In the Balance study, patients who received the drug showed a 42.5 percent reduction in triglyceride levels after six months, and a 57 percent reduction at the one-year mark. Moreover, only five percent of Tryngolza-treated patients experienced acute pancreatitis, compared to 30 percent in the placebo group.

Some adverse effects were reported, including injection site reactions, decreased platelet count and joint pain. But these were generally mild, and the overall safety profile was favorable.

As Tryngolza becomes available, patients and healthcare providers are optimistic. However, Tryngolza is not the only potential solution in the pipeline.

Investigational drug plozasiran, developed by Arrowhead Pharmaceuticals, is under review for FCS treatment. In clinical trials, it showed up to an 86 percent reduction in triglyceride levels.
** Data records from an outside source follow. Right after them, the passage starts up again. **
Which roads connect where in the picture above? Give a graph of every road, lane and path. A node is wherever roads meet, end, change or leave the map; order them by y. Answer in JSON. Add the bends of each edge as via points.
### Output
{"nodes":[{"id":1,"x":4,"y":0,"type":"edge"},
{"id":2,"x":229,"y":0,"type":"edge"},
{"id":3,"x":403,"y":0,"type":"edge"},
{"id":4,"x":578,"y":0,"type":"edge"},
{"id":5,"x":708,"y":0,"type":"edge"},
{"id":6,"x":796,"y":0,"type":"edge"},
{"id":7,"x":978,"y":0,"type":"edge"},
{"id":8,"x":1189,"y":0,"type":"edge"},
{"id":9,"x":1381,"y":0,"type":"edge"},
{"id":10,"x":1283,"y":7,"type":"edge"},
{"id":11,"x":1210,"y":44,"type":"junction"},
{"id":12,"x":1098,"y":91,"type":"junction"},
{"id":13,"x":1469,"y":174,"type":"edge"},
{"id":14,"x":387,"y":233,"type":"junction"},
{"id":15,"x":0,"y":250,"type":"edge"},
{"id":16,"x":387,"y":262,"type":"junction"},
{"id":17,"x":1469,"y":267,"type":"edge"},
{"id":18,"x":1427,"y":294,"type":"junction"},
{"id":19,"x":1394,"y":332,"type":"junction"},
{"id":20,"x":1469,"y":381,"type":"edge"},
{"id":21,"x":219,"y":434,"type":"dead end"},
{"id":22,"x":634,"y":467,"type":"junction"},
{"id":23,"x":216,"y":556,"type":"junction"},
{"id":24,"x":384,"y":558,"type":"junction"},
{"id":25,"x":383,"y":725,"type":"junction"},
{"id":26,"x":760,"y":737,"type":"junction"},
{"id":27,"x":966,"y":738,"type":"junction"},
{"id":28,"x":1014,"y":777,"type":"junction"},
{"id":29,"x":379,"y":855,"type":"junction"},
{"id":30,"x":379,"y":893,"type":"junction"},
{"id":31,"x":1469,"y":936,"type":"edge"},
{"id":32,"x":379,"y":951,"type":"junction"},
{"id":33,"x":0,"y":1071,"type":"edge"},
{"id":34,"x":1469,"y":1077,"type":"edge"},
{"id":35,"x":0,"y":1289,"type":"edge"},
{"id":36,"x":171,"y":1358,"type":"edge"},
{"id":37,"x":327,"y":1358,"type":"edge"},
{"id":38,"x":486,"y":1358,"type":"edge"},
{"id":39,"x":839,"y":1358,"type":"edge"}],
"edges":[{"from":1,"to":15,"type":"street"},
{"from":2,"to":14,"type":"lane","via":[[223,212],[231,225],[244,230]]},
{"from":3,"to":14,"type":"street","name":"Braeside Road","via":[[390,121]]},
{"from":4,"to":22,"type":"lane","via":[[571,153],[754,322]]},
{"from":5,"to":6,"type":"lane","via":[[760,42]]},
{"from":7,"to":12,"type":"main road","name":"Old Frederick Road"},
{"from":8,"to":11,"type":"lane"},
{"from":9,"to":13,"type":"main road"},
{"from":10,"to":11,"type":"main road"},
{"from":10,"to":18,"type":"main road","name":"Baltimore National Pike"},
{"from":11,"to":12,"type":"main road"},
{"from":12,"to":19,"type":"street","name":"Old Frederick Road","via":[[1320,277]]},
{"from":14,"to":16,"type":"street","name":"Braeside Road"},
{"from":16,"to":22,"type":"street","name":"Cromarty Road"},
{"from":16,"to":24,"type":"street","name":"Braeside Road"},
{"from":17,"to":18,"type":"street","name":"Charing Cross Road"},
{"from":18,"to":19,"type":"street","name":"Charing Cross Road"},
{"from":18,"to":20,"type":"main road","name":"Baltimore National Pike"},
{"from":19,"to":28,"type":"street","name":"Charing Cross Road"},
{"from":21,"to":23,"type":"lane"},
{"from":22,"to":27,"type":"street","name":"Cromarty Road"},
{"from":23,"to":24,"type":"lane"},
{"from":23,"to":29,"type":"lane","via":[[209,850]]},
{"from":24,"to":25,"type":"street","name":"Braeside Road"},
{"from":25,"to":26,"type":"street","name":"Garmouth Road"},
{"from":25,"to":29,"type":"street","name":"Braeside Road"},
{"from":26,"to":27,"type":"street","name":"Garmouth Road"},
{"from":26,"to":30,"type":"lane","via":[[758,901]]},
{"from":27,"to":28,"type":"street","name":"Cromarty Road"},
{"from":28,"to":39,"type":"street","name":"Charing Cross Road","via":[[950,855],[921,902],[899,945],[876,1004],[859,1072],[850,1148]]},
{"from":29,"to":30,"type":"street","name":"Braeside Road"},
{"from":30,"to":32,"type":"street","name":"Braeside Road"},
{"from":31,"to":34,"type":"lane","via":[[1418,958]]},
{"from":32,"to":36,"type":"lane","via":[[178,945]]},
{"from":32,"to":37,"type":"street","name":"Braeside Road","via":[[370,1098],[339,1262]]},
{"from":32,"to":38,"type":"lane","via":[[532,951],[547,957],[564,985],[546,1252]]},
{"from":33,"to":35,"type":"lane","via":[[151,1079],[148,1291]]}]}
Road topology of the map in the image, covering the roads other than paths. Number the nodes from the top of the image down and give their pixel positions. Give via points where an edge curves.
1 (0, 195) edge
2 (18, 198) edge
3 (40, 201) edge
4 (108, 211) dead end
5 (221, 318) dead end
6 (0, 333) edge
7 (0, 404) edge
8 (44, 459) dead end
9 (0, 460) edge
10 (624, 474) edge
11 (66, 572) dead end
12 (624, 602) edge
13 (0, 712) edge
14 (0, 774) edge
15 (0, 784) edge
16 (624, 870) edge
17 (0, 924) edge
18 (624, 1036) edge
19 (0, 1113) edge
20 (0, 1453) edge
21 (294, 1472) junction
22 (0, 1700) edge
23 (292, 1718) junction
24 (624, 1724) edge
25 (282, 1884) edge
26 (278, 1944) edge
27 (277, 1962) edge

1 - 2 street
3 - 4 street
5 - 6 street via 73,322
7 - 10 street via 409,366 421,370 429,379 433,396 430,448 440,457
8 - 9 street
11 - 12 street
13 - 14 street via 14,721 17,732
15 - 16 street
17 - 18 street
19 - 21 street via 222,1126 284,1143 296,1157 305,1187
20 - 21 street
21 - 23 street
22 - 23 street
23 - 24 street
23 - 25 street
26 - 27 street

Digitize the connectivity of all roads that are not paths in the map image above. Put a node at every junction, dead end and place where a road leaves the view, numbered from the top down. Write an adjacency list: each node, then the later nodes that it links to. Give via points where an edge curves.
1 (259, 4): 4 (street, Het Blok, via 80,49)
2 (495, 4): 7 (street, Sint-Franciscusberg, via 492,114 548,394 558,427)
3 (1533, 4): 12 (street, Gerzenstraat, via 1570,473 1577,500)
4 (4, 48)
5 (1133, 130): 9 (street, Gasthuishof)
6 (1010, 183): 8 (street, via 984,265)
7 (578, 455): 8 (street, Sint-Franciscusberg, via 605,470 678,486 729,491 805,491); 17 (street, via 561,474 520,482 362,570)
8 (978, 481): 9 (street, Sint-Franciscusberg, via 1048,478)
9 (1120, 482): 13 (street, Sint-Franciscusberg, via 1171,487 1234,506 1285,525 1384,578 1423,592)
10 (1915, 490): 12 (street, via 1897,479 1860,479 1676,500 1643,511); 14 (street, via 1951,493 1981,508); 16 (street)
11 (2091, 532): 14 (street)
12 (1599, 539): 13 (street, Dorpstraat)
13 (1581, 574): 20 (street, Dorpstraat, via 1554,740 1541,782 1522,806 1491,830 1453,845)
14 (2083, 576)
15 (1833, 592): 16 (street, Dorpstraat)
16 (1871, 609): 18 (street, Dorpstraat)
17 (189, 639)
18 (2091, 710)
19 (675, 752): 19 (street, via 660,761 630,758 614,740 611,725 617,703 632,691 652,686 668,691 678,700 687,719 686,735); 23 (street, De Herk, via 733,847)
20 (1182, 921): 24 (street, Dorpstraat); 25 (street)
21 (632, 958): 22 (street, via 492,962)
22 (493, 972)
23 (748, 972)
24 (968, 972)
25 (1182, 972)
Plozasiran has also shown promising results in improving lipid profiles, making it another contender in the FCS treatment landscape.

As Tryngolza becomes the first FDA-approved treatment for FCS, Ionis Pharmaceuticals’ evolving pipeline — featuring several Phase III candidates, many in collaboration with leading biotech and pharma companies — underscores its commitment to advancing treatments in a range of areas. With Tryngolza’s availability before year-end, the treatment landscape for this rare condition is poised to offer much-needed relief to the FCS community.